**Problem to solve:** Give back a single figure: the number of lines in the entries below that contain "上尾道路".

**Dataset:**
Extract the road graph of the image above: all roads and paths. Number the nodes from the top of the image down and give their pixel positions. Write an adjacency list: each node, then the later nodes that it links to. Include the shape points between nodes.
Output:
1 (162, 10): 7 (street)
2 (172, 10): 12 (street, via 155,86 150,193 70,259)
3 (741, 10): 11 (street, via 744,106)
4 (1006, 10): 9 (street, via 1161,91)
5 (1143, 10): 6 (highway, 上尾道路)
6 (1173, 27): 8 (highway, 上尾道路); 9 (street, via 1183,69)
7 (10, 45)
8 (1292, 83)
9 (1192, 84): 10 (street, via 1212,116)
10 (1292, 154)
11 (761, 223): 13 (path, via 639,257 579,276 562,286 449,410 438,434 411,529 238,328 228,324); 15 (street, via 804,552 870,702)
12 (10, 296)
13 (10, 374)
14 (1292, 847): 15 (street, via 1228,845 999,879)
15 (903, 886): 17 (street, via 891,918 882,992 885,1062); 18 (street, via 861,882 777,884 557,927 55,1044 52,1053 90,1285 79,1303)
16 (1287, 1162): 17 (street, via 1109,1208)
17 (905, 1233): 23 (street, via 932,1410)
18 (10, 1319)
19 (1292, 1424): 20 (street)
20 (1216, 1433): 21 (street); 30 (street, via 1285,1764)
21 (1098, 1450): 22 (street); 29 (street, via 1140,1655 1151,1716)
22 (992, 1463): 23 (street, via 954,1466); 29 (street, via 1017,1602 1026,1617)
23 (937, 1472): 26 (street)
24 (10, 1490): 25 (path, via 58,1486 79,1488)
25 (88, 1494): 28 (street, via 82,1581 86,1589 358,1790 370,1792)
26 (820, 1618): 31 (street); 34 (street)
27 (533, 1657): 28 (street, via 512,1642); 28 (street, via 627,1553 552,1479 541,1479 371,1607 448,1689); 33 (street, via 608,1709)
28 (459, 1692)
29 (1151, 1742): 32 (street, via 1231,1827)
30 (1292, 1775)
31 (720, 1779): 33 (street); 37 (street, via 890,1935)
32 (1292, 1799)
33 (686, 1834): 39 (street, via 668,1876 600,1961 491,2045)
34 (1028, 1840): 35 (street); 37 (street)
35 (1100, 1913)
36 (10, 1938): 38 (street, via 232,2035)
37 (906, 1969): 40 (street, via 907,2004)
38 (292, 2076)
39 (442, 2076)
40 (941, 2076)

**Written solution:** 2